Many times, God uses situations and difficulties to get our attention and stimulate our thirst for Him. What appears to be a painful or desperate situation is often His invitation to draw near. Even our greatest failures and sins can leads us to Christ, as we seek forgiveness from the Father. With an attitude of humble repentance, we can enter into a more intimate relationship with Him. However, if we continue living in rebellion and are unwilling to confess and repent, He will not reveal more of Himself to us. Sin always blocks our ability to know the Lord. Don’t allow suffering, adversity or failure to pull you away from God. When distance is placed between you and Jesus, Satan will misuse the very situations that the Lord can utilize to draw you to Him. Don’t let the enemy win the battle.

When we are suffering, God has the power to free us from our pain. But we only come to God in sincerity of faith if our hearts have been “sprinkled clean” (Hebrews 10:22). The word “sprinkle” speaks of the purging of our hearts from an evil conscience. Guilt is gone. In Christ, the believer’s conscience has already been cleansed of guilt. When a sinner comes to Jesus and receives salvation, guilt is removed. Even if feelings of guilt remain, the actual legal guilt is gone because in the body of His Son, God judged the sin that caused our guilt. “Therefore there is now no condemnation for those who are in Christ Jesus” (Romans 8:1). Sometimes we as believers still experience guilty feelings over our past because we do not fully realize the extent of our cleansing. Therefore, we must continually speak the truth of the Gospel to ourselves and to one another, so that we will learn to live in the freedom that already belongs to us in Christ.
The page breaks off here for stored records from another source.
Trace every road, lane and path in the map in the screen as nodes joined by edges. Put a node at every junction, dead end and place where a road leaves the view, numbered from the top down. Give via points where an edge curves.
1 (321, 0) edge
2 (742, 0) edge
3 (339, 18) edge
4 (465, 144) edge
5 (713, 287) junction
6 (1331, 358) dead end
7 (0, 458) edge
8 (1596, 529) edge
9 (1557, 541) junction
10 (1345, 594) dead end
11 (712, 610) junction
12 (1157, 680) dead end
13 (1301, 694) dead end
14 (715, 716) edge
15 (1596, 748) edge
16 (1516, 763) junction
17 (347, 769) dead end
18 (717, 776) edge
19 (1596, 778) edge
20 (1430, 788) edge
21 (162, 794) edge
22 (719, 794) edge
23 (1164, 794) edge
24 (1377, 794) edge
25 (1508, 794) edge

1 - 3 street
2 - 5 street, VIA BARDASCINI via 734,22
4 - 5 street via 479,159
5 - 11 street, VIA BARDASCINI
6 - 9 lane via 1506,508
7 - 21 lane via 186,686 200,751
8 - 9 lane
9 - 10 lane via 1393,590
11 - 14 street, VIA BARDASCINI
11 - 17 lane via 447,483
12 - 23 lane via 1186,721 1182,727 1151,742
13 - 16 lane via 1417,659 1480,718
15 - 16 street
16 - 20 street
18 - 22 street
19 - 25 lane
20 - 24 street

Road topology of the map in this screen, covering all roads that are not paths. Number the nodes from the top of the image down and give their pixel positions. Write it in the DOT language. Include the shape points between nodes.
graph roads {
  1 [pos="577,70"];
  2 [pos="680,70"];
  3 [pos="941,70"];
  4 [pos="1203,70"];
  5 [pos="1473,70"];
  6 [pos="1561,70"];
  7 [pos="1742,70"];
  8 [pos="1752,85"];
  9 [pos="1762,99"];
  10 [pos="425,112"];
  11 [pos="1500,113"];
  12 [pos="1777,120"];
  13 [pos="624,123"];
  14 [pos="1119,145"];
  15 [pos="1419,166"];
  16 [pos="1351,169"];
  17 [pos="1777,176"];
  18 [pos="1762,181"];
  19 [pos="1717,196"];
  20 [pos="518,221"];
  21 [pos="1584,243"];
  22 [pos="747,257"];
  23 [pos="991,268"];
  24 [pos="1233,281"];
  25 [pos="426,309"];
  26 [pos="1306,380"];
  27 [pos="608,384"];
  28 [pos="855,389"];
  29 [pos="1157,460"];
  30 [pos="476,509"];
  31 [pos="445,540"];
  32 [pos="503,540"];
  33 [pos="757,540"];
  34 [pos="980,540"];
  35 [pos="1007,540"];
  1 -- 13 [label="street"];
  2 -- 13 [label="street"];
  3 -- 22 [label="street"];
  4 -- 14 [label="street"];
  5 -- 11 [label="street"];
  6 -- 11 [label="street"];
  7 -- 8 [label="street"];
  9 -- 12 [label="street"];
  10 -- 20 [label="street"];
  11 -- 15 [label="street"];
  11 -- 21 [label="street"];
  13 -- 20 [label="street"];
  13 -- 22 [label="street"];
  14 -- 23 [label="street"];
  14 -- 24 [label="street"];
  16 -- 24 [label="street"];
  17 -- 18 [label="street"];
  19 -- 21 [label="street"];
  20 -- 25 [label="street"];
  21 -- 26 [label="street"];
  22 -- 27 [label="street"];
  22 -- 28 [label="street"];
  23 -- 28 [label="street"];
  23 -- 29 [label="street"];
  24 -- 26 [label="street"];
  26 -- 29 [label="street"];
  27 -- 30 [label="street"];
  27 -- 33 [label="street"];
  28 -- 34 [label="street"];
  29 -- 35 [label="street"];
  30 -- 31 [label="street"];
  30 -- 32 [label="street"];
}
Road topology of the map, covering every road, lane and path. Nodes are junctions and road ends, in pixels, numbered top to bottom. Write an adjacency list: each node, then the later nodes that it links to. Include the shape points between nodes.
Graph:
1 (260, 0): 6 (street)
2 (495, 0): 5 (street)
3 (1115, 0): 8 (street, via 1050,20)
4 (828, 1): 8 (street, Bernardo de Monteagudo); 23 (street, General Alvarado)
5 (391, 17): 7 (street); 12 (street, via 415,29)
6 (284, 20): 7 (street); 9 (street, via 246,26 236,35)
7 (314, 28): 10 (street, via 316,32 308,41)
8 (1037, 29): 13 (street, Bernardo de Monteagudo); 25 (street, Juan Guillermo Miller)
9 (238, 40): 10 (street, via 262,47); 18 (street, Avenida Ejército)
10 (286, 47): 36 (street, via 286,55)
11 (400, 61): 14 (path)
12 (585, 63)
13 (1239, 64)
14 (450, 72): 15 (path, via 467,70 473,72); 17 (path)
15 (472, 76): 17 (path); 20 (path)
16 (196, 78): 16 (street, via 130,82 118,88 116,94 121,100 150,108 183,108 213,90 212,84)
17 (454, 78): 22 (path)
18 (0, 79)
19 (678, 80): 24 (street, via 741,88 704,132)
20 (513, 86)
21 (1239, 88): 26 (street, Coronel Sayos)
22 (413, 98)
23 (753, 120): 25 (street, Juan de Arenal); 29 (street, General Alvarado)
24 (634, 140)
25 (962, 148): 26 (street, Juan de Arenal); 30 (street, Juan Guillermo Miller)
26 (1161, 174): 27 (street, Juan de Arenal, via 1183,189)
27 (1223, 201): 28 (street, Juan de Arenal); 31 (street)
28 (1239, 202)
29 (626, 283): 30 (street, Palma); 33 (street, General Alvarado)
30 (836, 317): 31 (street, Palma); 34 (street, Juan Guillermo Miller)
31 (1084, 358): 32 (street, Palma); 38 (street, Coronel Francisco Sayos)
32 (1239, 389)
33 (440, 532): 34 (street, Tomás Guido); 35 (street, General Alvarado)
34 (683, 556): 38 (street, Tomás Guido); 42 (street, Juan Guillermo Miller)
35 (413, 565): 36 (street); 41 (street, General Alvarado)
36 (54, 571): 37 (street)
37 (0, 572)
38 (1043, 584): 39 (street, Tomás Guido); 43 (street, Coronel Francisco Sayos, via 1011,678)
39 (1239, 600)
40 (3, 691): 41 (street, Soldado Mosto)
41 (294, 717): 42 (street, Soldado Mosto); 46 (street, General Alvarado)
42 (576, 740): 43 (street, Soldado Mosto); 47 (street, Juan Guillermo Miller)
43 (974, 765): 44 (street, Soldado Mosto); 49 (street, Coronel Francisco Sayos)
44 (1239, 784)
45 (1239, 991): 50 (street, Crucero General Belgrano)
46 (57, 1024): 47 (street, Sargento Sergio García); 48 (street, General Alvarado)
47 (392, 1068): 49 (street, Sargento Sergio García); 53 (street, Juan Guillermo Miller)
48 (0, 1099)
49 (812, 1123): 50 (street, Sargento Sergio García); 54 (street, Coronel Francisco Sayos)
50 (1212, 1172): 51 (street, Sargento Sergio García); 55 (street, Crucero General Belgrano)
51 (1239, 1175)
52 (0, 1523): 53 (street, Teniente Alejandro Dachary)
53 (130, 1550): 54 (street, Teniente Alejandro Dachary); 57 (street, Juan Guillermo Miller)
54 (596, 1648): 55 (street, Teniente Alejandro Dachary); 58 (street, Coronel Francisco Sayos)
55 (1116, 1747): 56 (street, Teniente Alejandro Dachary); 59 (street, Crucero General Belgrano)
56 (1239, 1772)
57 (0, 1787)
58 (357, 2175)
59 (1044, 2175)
Christ, the eternal son of God in whom the fullness of God dwells, lived on earth as a human being and endured hunger, thirst, temptation, shame, persecution, nakedness, bereavement, betrayal, mockery, injustice and death. When you ask how much God cares about the problem of suffering, you can point to the cross and say, “That much.” Jesus experienced the same suffering as many people do today who are feeling isolated from God’s favor and love. God is personally involved in our pain and suffering. Christ was suffering not for His sins but ours. The Bible says Christ died to pay the price for our sins, and that those who believe in their heart that God has raised Him from the dead will be saved (Romans 10:9-10). This is not a reward but a gift to all that put their trust in Him.

Suffering draws us close to the One who we can draw great strength from and this helps build character. When we bow humbly before God we are exactly where He wants us to be and where we need to be – powerless to help ourselves and dependent on Him. The Bible tells us “Draw near to God and He will draw near to you” (James 4:8). This is an amazing promise. As we open ourselves up to the Lord, He opens up to us. If we come to Him in our suffering – in submission, brokenness, and repentance – He rushes in with forgiveness, love and faithfulness. There is no room for self-sufficiency or self-protection in this interaction. Only in the humility of helplessness will we discover the sufficiency of His presence.